Water Services Authority—Taumata Arowai
- Logo of Water Services Authority—Taumata Arowai

Agency overview
- Formed: 1 March 2021
- Jurisdiction: New Zealand
- Minister responsible: Hon Simon Watts, Minister of Local Government;
- Agency executive: Allan Prangnell, Chief executive;
- Website: www.taumataarowai.govt.nz

= Water Services Authority—Taumata Arowai =

New Zealand water services regulatory agency

The Water Services Authority—Taumata Arowai is a Crown entity that serves as the national water regulator in New Zealand. It was established on 1 March 2021 following a water contamination outbreak in Havelock North in 2016.

==Mandate and functions==
The Water Services Authority—Taumata Arowai is regulated by both the Water Services Authority—Taumata Arowai Act 2020 and the Water Services Act 2021. The Minister responsible for the authority is the Minister of Local Government; the authority's performance is monitored by the Department of Internal Affairs.

Its objectives include protecting drinking water safety and related public health outcomes, administrating the drinking water regulatory system and having oversight over the regulation, management and environmental performance of drinking water, wastewater, and stormwater networks. Its functions include providing national leadership, oversight, communication and coordination in relation to the regulation of drinking water, wastewater and stormwater networks.

The Crown entity is led by a leadership board and a Māori Advisory Group. The Water Services Authority—Taumata Arowai works with Māori whānau (families), hapū (sub-groups), iwi (tribes), other Crown entities, public health units, local government bodies, and drinking water supply companies, waste management companies on water infrastructure related issues.

==History==
===Formation===
In July 2020, the Sixth Labour Government announced plans to establish a new water regulator. This new Crown entity assumed the water regulatory functions of the Ministry of Health. The Government also passed two laws, the Water Services Authority—Taumata Arowai Act 2020 and the Water Services Act 2021 to provide the regulatory framework for the new agency.

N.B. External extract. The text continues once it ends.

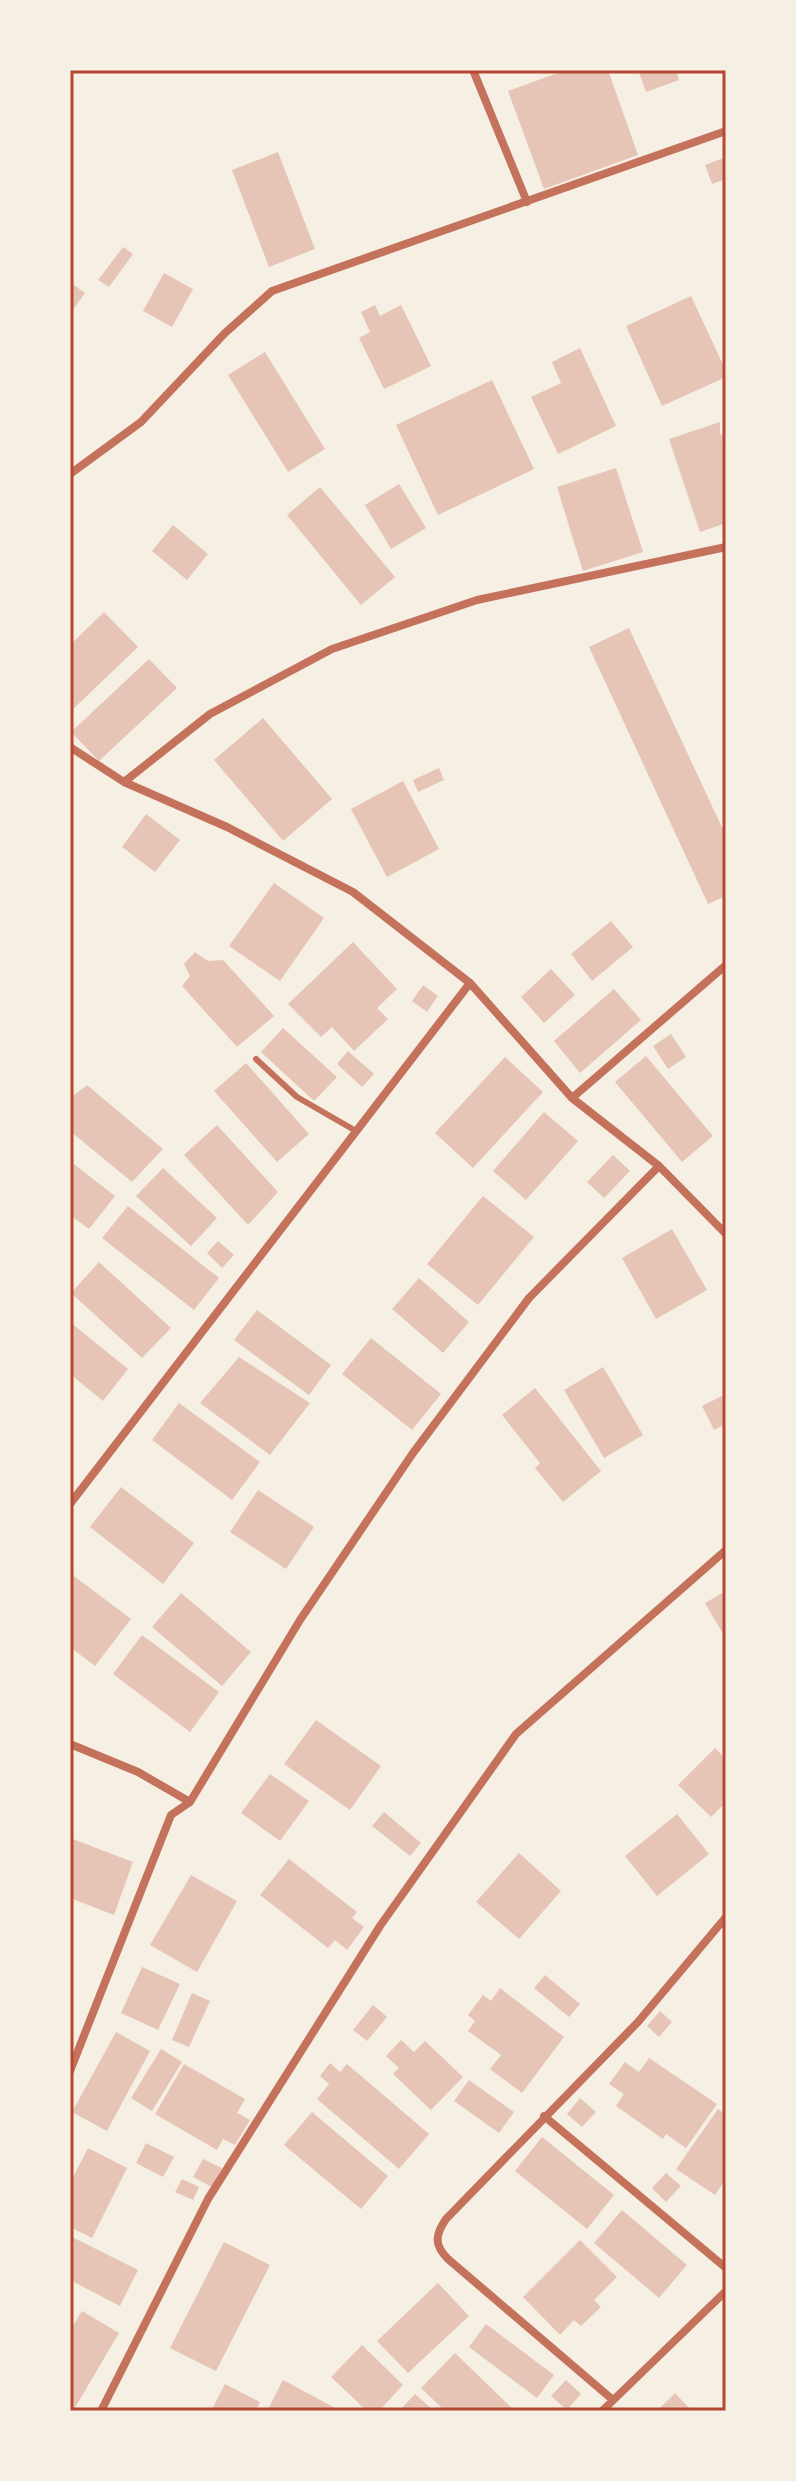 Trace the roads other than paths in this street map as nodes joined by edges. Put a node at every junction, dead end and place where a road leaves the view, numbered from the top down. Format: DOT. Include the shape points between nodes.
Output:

Originally the Water Services Authority was known primarily by its te reo Māori name, which refers to improving the authority's purpose of improving the performance of the water services sector over time. Taumata Arowai was established on 1 March 2021, and became fully operational on 15 November 2021. In addition to regulating the delivery and quality of drinking water, Taumata Arowai gained responsibility for overseeing the stormwater and wastewater systems of New Zealand in late 2023. The order of its names was reversed by the Sixth National Government on 27 August 2025.

===Regulatory work===
Following the Queenstown cryptosporidiosis outbreak in September 2023, Taumata Arowai advised 29 local district councils to install water treatment barriers by the end of 2025. By March 2025, 14 councils had taken steps to comply with Taumata Arowai's advisory while another 10 councils indicated they were unable to meet the late 2025 deadline, had deferred it, or opted for another compliance pathway.

In September 2024, Taumata Arowai's chief executive Allan Prangnell visited Greymouth to brief West Coast Region mayors about the Sixth National Government's plans to relax water services regulatory settings. Mayor of Buller Jamie Cleine and Mayor of Grey Tania Gibson welcomed these changes while Mayor of Westland Helen Lash expressed cautious optimism.

In late February 2025, Taumata Arowai intervened to assess Kaeo's water supply, which had been under a boil water notice since 2015 due to inadequate treatment and high Escherichia coli levels. Wai Care director Bryce Aldridge offered to resolve the matter with six water tanks and a UV light.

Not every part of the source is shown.